The UFS module installed from kernel-modules-extra only supports read only though, as seem with dmesg:

ufs: ufs was compiled with read-only support, can't be mounted as read-write

If you need to mount it read-write, you probably need to recompile the kernel and/or module.


Do the machines boot? It's quite easy to get them up on a modern network and tar/transfer the data via NFS...here's a picture of mine w/ my NAS/RAID mounted: http://hzsystems.com/scrap/nextnfsmount.jpg


You should indeed be able to plug them into any SCSI-1 or SCSI-2 device chain and then wipe them from there. However, if the machines boot, then what I'd do is to export a shared folder over NFS from a machine with enough space to hold the contents of the drives, then tar the complete contents of the drives to the shared folder, and then run dd to wipe them.

You might want to install gnu tar first, assuming that Carmack left you with gcc on the box, because the version of tar installed with NeXTStep has trouble with pathnames longer than either 255 or 1024 characters - I forget which.

I'd bet they boot. My own cube still does.


These can be read on a linux PC with a SCSI adapter. I would be willing to do it if you're close.

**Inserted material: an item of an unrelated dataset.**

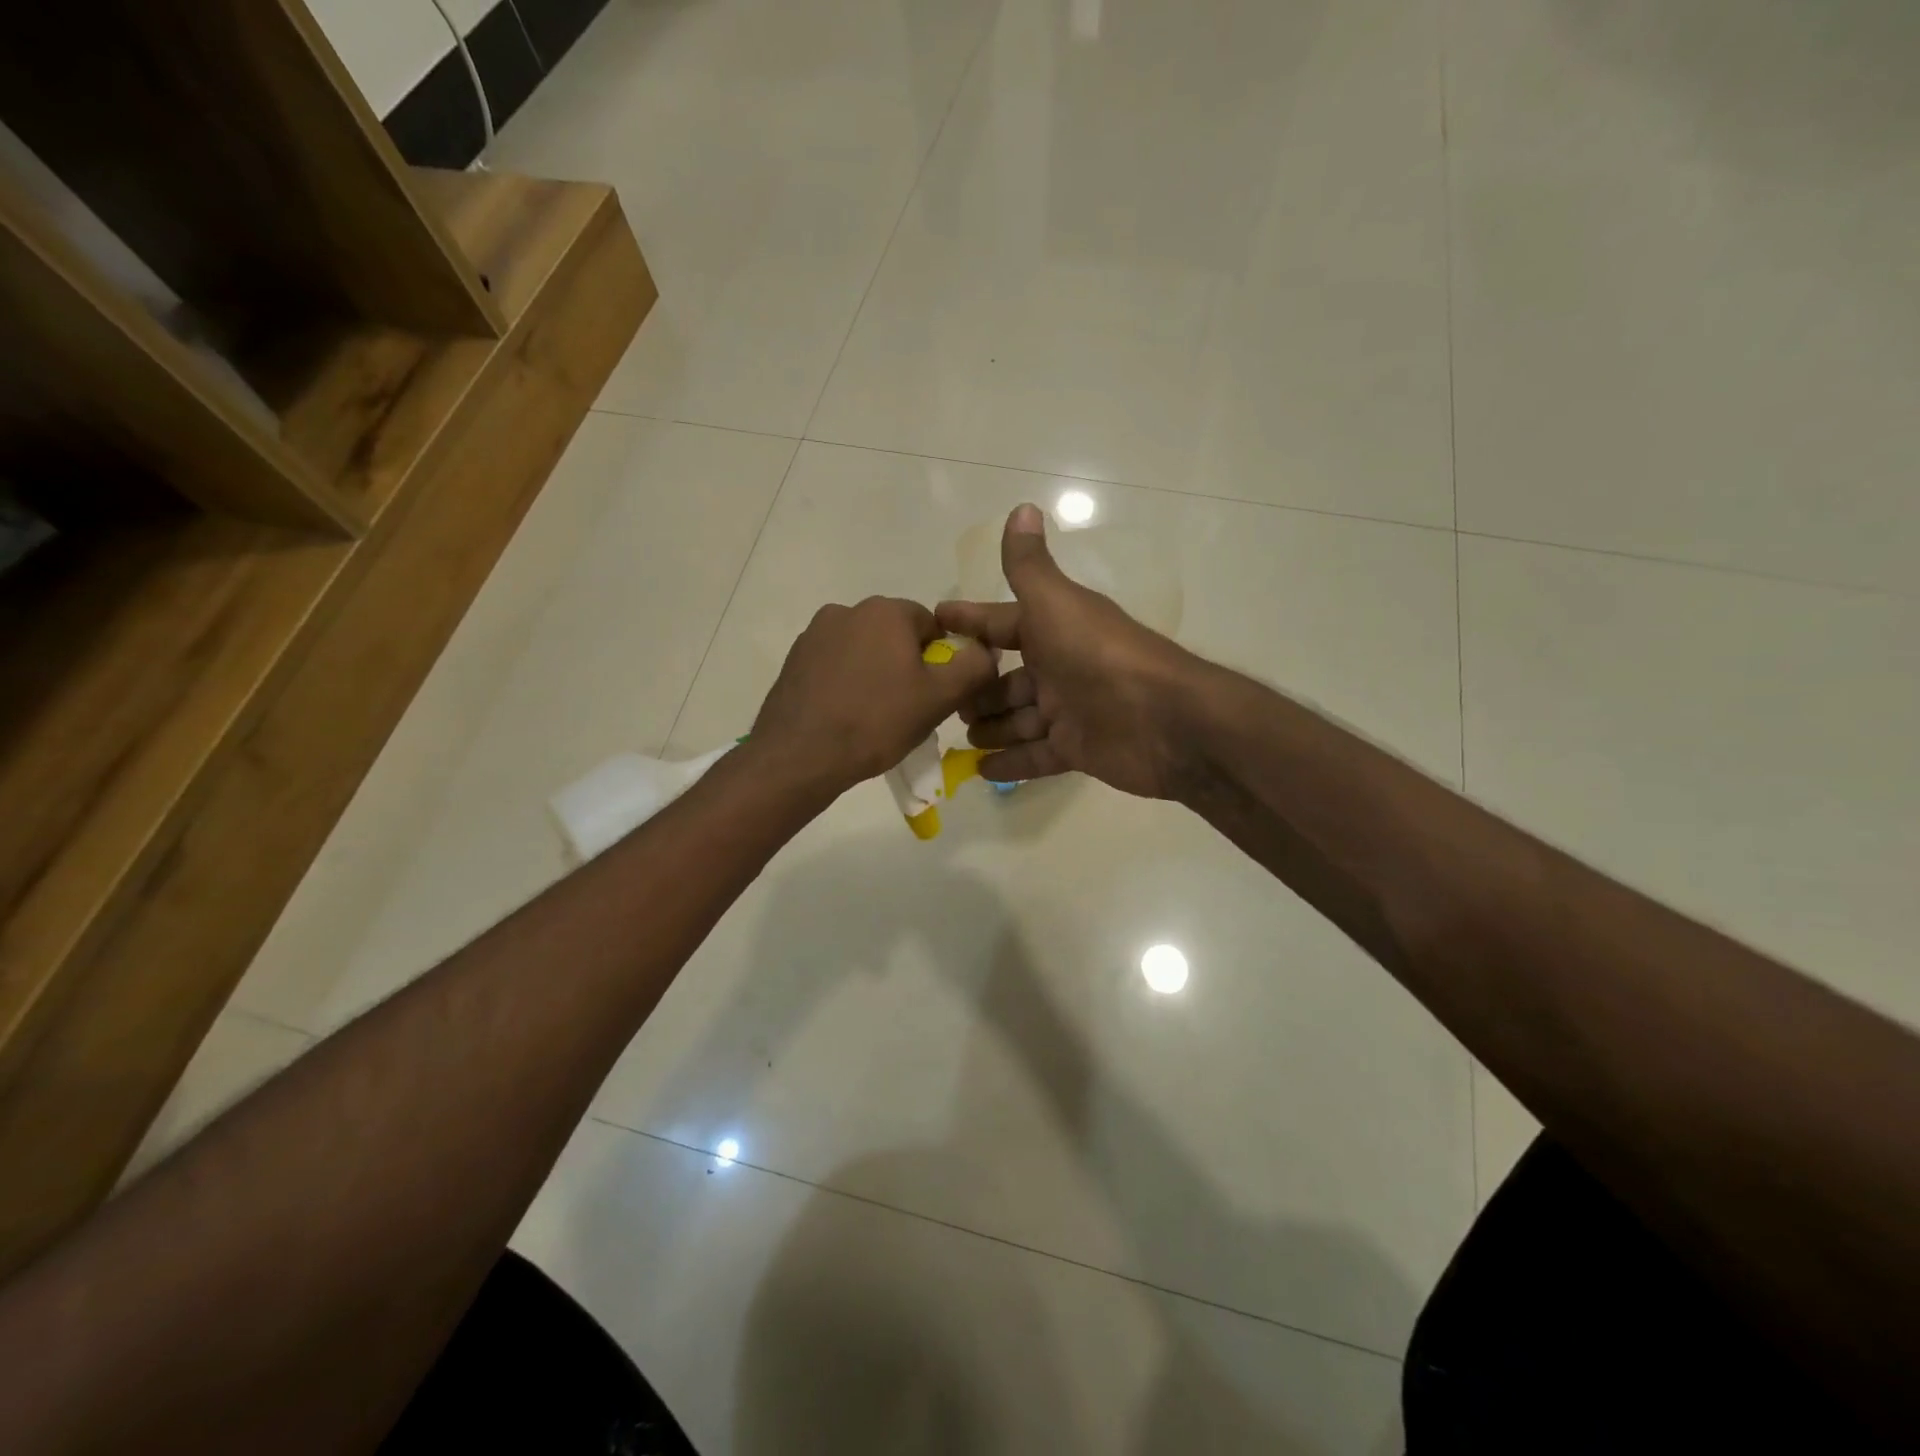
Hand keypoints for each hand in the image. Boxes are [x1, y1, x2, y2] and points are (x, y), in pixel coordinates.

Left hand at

The best resource about these matters is the ClassicCmp mailing list (http://www.classiccmp.org/) - a very active community of very knowledgeable and technical people. Post to the list; I'm sure someone will be close enough to help.


The easiest solution is to read the drives on the original NeXT equipment. I have three NeXTStations color, and I would expect two of them to be fully operational, although I did not check that for many years. Please let me know how I can be of help - I am in AZ and CA.


As noted above, the easiest thing to do is dump them using an existing NeXT box. I have an external drive that I plug disks into, and dump the image using dd, cpio and tar, then FTP the images to my archive box. I do the same thing for MO/OD images (I have working drives). If you have a dual drive 50 pin cable, you can get by without the external drive.

Alternatively, if you can find an older pci adaptec 50 pin card, and plug it into a Linux box, you'll be able to dd the image in Linux, and later mount the disk using a loop back on Linux. In some ways this is better because dd on the NeXT doesn't dump the entire disk.

If you have trouble, I'd be willing to help or even dump the drives for you. I've done that for a bunch of people/companies.